白いのはノドだけじゃない!ノドジロオマキザルの生態や特徴について解説
2020年月12日02日
その名の通り、ノドだけが白いのかと思いきやおでこから肩〜腕にかけて 白い毛並みの持つノドジロオマキザル。
映画「ナイトミュージアム」に登場している いたずら好きのサルの仲間といえば知っている人も多いのではないでしょうか。
新世界ザルの中でも知能の高い猿です。
今回はそんなノドジロオマキザルについて解説していきます。
ノドジロオマキザルの生態
分類
霊長目 オマキザル科
生息地
ホンジュラス〜エクアドル、コロンビアなど
アルゼンチンにも生息しているといわれ、新世界ザルの中ではかなり広い分布域を持っています。

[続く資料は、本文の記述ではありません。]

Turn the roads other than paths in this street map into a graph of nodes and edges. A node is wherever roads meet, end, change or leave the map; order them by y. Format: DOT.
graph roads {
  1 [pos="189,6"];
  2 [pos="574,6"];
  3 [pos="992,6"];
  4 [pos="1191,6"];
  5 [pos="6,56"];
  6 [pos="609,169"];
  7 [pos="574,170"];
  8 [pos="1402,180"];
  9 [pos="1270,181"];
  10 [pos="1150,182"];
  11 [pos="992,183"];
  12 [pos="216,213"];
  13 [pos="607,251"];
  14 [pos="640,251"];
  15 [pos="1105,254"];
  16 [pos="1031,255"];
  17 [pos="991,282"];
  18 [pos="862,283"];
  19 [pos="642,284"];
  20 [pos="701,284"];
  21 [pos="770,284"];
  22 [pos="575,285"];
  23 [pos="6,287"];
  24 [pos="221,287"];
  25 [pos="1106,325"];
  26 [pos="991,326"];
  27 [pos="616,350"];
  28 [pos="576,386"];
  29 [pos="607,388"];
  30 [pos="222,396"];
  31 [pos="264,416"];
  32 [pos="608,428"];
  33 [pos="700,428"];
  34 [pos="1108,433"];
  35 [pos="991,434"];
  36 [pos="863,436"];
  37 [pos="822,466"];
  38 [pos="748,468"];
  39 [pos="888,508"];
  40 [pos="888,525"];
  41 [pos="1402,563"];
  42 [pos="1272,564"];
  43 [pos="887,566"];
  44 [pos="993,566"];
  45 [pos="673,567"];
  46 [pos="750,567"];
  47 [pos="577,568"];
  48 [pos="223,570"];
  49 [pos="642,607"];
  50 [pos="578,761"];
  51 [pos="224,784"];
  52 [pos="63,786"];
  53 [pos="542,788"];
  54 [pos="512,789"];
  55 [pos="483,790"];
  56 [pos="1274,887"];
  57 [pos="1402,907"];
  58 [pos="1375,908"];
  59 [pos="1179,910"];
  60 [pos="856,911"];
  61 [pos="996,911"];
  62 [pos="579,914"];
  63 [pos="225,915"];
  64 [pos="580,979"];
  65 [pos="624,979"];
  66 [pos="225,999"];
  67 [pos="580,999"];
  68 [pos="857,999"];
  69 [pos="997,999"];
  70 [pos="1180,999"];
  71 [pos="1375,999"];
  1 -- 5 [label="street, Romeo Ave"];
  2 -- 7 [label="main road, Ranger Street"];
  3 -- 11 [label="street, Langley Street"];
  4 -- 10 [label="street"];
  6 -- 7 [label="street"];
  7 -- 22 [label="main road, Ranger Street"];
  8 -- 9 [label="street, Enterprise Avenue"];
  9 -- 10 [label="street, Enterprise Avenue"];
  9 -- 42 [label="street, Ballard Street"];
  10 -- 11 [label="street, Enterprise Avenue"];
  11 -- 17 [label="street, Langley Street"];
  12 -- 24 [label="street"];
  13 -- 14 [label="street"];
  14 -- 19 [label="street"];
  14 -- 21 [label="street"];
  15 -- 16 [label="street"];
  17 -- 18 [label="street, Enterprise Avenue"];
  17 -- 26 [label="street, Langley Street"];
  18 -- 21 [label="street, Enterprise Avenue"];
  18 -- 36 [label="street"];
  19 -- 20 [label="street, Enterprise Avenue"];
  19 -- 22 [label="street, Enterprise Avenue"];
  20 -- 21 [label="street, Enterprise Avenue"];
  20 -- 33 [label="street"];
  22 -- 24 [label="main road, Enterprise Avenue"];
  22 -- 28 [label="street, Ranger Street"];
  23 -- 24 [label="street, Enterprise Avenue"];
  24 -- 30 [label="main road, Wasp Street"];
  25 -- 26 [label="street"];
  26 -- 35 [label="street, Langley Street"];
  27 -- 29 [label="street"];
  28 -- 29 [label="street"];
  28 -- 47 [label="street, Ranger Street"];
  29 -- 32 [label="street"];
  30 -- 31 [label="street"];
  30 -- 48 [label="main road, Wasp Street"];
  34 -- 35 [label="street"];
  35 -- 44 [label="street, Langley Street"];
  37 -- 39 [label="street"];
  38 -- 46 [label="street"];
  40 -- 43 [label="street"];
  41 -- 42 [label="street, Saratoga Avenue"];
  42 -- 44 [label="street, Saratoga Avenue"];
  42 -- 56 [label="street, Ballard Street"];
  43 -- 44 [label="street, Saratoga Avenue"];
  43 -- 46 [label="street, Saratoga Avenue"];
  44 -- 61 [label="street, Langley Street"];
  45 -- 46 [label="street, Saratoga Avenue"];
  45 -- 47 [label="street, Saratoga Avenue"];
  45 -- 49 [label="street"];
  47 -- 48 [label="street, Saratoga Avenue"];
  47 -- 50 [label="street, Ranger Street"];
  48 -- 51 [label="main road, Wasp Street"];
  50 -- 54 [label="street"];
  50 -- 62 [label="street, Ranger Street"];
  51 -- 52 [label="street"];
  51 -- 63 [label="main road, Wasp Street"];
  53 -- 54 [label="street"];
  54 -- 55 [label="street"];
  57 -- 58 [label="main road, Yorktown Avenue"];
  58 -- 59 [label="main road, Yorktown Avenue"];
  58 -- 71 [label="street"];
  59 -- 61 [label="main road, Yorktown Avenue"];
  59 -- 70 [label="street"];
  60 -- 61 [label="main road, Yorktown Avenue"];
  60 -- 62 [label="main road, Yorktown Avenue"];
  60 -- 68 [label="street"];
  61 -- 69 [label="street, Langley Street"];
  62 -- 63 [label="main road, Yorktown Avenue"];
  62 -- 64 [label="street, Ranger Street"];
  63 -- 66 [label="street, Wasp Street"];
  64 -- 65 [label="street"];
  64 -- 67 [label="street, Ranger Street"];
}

熱帯の常緑樹や乾燥した落葉樹、さらに湿地帯など様々な環境に対応して暮らすことができます。
標高1000〜2000m程度のところで複数の雄・雌、その子供達の15〜20頭で群れを作り、雄雌共に階層があるとされています。
体長 34〜45cm
形態
尾長 40〜50 cm
体重 2.6〜5.5 kg
名前の由来どおり、顔周りから喉、肩の付け根、胸元が白色〜クリーム色をしていて 他は黒色や暗褐色のような被毛を纏っています。
雌より雄の方が体が大きいことがほとんどです。
尻尾は体よりも長く、木の枝などに巻きつけることによって自在に木から木へと飛び移ることができます。
尻尾をくるくる巻いている姿から「リングテール」とも呼ばれています.
野生下では、果実や虫を主食とし、蛙、鳥の卵、植物の種子や葉、花なども食べます。
動物園などの飼育環境にあるノドジロオマキザルには りんごやキウイ、さつまいもやモンキーフードといった物を与えています。
寿命
野生下:15~20年
飼育下:40~45年
野生下では、外敵も多くジャガーやオセロットといった肉食系の動物や木の上にいることも多いので、大型のヘビやワシなどの猛禽類に襲われることが多いとされています。
石器時代に突入?頭のよいノドジロオマキザル
石器時代に突入とはどういうことでしょうか。
ドイツ・マックスプランク鳥類学研究所のブレンダン・バレット氏らが
ノドジロオマキザルが石を両手で持ち上げ、地面においたナッツや甲殻類を砕いて食べやすく調理しているところを発見しています。
最初に石器を使用するノドジロオマキザルが発見されたヒカロン島では 食料が少なく、硬い殻を割ってナッツなどの食べ物を食べる必要がありました。
石を使って殻を割る行動がいつ頃から始まったかは明らかではありませんが
サルたちが偶然石の使い方に気づき、石器時代に入ったことは間違いありません。
このような行動が確認されたのは人以外の霊長類では4番目になるそうです。
新世界ざるの中でも知能が高いとされているノドジロオマキザルですが、もう何千年後には人間と同じような生活をしているかもしれない、と考えるととっても興味深い発見ですね。
究極のコミュニケーション?仲間同士鼻の穴に指を突っ込むノドジロオマキザル
ノドジロオマキザルの変わった習性として お互いの毛をむしりあって口に入れたり、相手のサルの鼻の穴に指を突っ込んだり、相手の口をこじ開けたりする行動が確認されています
一見、喧嘩になりそうなこの行動ですが、ノドジロオマキザルにとって絆を確かめるための儀式なのではないか、と考えられています。
この行動を発見したペリー氏は今後、儀式化された交流が、サルたちの個体同士の関係を通じてどのように発展していくのかを研究する予定だそうです。
この研究によって人間を含む霊長類が儀式をどのように発生させて変化させていったのか、 についてわかるかもしれません。